DATA UNDER STUDY:
........

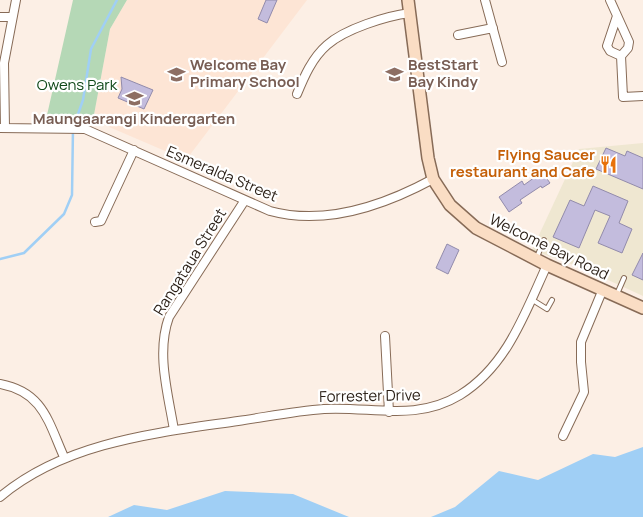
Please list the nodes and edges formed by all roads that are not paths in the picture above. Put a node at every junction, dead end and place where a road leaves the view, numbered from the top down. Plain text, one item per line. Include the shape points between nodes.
1 (16, 0) edge
2 (408, 0) edge
3 (485, 0) edge
4 (610, 0) edge
5 (410, 13) junction
6 (617, 16) junction
7 (0, 17) edge
8 (12, 17) junction
9 (493, 28) junction
10 (458, 36) dead end
11 (621, 56) junction
12 (502, 62) dead end
13 (297, 94) dead end
14 (643, 96) edge
15 (2, 128) edge
16 (134, 150) junction
17 (433, 180) junction
18 (245, 200) junction
19 (95, 222) dead end
20 (544, 240) dead end
21 (535, 260) junction
22 (546, 265) junction
23 (624, 278) dead end
24 (603, 290) junction
25 (616, 296) junction
26 (531, 299) junction
27 (552, 300) dead end
28 (643, 308) edge
29 (385, 336) dead end
30 (0, 384) edge
31 (389, 412) junction
32 (174, 430) junction
33 (563, 436) dead end
34 (64, 457) junction
35 (0, 497) edge

1 - 8 street
2 - 5 main road, Welcome Bay Road
3 - 9 street
4 - 6 street
5 - 13 street via 350,31 327,45 307,70
5 - 17 main road, Welcome Bay Road
6 - 11 street via 629,42
6 - 11 street via 607,46
7 - 8 street
8 - 15 street via 4,63
9 - 10 street
9 - 12 street
11 - 14 street via 623,97
15 - 16 street, Esmeralda Street via 85,130
16 - 18 street, Esmeralda Street
16 - 19 street via 101,222
17 - 18 street, Esmeralda Street via 389,201 326,214 284,215
17 - 21 main road, Welcome Bay Road via 450,205 476,228
18 - 32 street, Rangataua Street via 169,317 163,334 162,354
20 - 21 lane
21 - 22 main road, Welcome Bay Road
22 - 24 main road, Welcome Bay Road
22 - 26 street, Forrester Drive
23 - 25 lane
24 - 25 main road, Welcome Bay Road
24 - 33 street via 581,342 584,392
25 - 28 main road, Welcome Bay Road
26 - 27 lane via 547,309
26 - 31 street, Forrester Drive via 502,356 481,379 441,404 419,411
29 - 31 street
30 - 34 street via 14,386 29,394 41,406
31 - 32 street, Forrester Drive via 324,409
32 - 34 street, Forrester Drive
34 - 35 street, Forrester Drive via 26,477

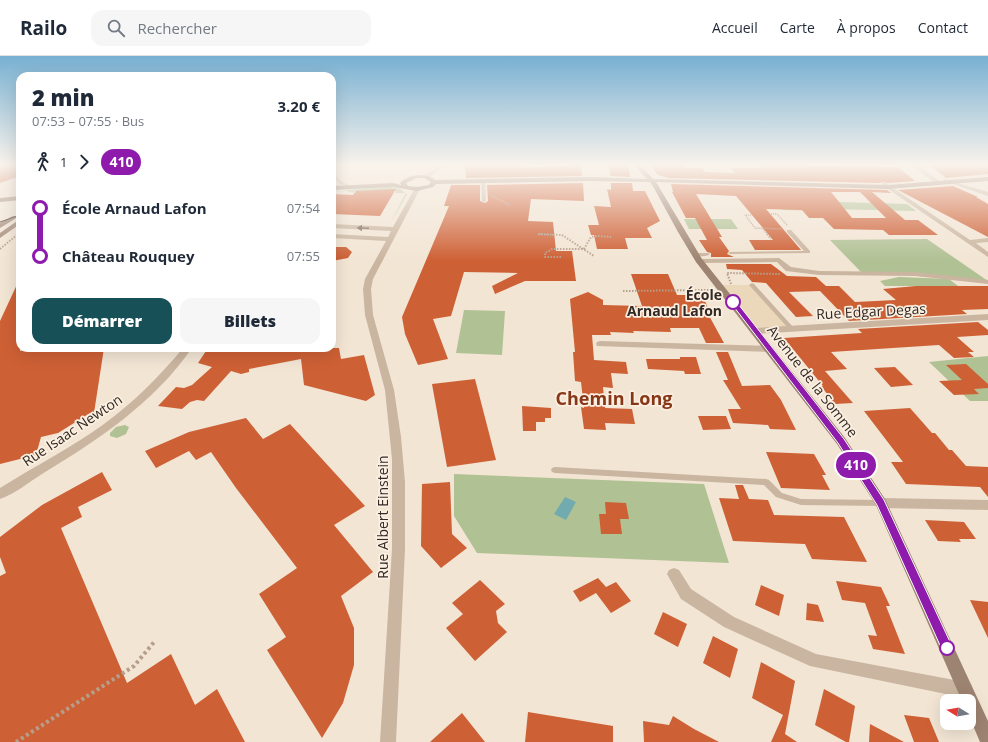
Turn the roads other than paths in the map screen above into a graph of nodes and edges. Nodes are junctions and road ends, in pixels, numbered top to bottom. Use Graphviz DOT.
graph roads {
  1 [pos="413,197"];
  2 [pos="484,197"];
  3 [pos="661,197"];
  4 [pos="902,197"];
  5 [pos="484,201"];
  6 [pos="16,214"];
  7 [pos="16,216"];
  8 [pos="0,219"];
  9 [pos="16,224"];
  10 [pos="0,226"];
  11 [pos="16,227"];
  12 [pos="336,227"];
  13 [pos="787,230"];
  14 [pos="393,234"];
  15 [pos="0,236"];
  16 [pos="336,236"];
  17 [pos="988,240"];
  18 [pos="969,242"];
  19 [pos="730,253"];
  20 [pos="988,255"];
  21 [pos="702,256"];
  22 [pos="988,282"];
  23 [pos="752,285"];
  24 [pos="988,317"];
  25 [pos="791,328"];
  26 [pos="755,330"];
  27 [pos="600,344"];
  28 [pos="769,349"];
  29 [pos="185,352"];
  30 [pos="555,470"];
  31 [pos="0,494"];
  32 [pos="881,503"];
  33 [pos="988,505"];
  34 [pos="674,574"];
  35 [pos="965,690"];
  36 [pos="988,740"];
  37 [pos="388,742"];
  1 -- 14 [label="street, Rue Albert Einstein"];
  2 -- 5 [label="lane"];
  3 -- 21 [label="street, Avenue de la Somme"];
  4 -- 18 [label="street"];
  6 -- 8 [label="street"];
  7 -- 10 [label="street"];
  9 -- 15 [label="street"];
  11 -- 15 [label="street"];
  14 -- 12 [label="street, one-way"];
  13 -- 19 [label="lane"];
  14 -- 16 [label="street"];
  14 -- 37 [label="street, Rue Albert Einstein"];
  17 -- 18 [label="street"];
  18 -- 20 [label="street"];
  21 -- 22 [label="street"];
  21 -- 26 [label="street, Avenue de la Somme"];
  23 -- 25 [label="lane"];
  24 -- 25 [label="street, Rue Edgar Degas"];
  25 -- 26 [label="street, Rue Edgar Degas"];
  26 -- 28 [label="street, Avenue de la Somme"];
  27 -- 28 [label="street"];
  28 -- 32 [label="street, Avenue de la Somme"];
  29 -- 31 [label="street, Rue Isaac Newton"];
  30 -- 32 [label="lane"];
  32 -- 33 [label="street"];
  32 -- 35 [label="street, Avenue de la Somme"];
  34 -- 35 [label="street"];
  35 -- 36 [label="street, Avenue de la Somme"];
}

........

INSTRUCTIONS FOR THE TASK:
Filter the listing above, keeping only the lines with "Avenue".

TASK OUTPUT:
  3 -- 21 [label="street, Avenue de la Somme"];
  21 -- 26 [label="street, Avenue de la Somme"];
  26 -- 28 [label="street, Avenue de la Somme"];
  28 -- 32 [label="street, Avenue de la Somme"];
  32 -- 35 [label="street, Avenue de la Somme"];
  35 -- 36 [label="street, Avenue de la Somme"];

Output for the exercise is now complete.